The purpose of this study was to analyze the factors influencing users’ behavioral intention to use a PHR app and identify differences in perception of the main variables to inform the development of personalized health care services for workers. We developed a research model that added perceived risk to the UTAUT, which is a representative theory that explains information technology acceptance, and conducted an empirical study involving health experts and workers who visited 21 workers’ health centers. After receiving ethical approval from the Korea National Institute for Bioethics Policy, 1050 questionnaires were distributed over 7 weeks to 40 workers and 10 health experts from each workers’ health center; 900 completed questionnaires were collected. The number of respondents in the analysis was 866 (687 workers and 179 health experts).

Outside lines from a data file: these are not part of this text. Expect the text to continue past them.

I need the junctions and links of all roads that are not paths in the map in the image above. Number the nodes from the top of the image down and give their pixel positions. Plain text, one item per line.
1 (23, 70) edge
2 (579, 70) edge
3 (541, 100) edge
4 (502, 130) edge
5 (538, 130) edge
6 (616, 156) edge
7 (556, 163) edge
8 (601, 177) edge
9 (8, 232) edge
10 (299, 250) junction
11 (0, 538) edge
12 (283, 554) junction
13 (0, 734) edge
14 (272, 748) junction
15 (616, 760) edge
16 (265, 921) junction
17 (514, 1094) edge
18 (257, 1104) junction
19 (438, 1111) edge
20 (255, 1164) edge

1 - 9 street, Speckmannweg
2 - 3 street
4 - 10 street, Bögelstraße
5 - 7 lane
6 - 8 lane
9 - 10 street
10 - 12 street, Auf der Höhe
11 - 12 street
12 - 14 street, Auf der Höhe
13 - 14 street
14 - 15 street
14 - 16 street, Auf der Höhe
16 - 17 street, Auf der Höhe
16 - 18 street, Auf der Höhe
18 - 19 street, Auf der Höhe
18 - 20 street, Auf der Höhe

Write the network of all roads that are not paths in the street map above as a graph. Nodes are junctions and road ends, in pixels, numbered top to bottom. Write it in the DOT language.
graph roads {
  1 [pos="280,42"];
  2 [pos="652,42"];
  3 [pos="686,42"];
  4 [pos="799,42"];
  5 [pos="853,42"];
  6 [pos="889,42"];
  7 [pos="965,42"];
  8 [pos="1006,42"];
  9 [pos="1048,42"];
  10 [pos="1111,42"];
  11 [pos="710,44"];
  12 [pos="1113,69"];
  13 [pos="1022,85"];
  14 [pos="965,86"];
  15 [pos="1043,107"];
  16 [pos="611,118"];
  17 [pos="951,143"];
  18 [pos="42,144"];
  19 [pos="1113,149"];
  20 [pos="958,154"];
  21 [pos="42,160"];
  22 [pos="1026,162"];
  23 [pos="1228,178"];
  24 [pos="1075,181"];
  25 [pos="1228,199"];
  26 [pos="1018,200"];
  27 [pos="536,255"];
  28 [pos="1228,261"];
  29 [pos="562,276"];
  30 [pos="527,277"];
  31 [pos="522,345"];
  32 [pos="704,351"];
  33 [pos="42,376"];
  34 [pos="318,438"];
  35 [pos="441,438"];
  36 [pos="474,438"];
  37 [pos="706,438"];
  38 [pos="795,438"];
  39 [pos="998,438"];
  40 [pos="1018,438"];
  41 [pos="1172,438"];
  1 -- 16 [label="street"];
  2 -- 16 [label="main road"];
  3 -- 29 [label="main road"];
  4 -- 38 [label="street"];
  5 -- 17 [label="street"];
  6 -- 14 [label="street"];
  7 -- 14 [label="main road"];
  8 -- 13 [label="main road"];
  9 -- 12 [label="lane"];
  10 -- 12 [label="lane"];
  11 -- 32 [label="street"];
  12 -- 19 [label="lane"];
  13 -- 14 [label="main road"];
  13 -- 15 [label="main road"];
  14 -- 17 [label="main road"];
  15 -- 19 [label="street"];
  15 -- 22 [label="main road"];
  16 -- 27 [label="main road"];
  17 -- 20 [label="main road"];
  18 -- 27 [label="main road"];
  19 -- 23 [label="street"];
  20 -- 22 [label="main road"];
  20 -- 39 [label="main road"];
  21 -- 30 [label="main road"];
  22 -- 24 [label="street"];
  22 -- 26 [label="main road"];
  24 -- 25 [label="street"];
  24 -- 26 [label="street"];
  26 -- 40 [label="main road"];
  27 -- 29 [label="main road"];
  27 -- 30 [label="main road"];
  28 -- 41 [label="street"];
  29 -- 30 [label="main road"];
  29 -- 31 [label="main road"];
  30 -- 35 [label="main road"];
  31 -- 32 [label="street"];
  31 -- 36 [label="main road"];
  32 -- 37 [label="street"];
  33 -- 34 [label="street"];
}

Performance expectancy exerted significant positive effects on behavioral intention to use the PHR app. These results are consistent with those of previous studies [24,51,56-58,62,63]. Lee et al [56] demonstrated that performance expectancy was an important determinant of app use behavioral intention between college students and workers. Liu et al [57] showed that people outside the normal range of body mass index show the closest relation to performance expectancy with a fitness app’s behavioral intention. Mattila et al [18] showed that workers’ requirements for personal health technologies were simplicity, integration with everyday life, and clear feedback. To increase the behavioral intention of workers on the PHR app, it is necessary to both efficiently represent the causal relationship between physiological conditions associated with the collected data, and provide functions that can help workers’ health conditions through immediate feedback from health experts.

Effort expectancy exerted significant positive effects on behavioral intention to use the PHR app. These results are consistent those of previous studies [51,56,57,59,62,79]. Koivumäki et al [59] showed that effort expectancy was an important factor in consumers’ behavioral intention for electronic health services using personal data. Wang et al [79] showed that effort expectancy affects the intention to use a health care app, regardless of whether or not it is used. Ensuring the ease of use of the PHR app was a top priority for developers and planners because health care services are used at various ages and in various groups; therefore, the design and use of the method must be very intuitive. No matter how much the PHR app offers, if the interface is complex, users will stop using it.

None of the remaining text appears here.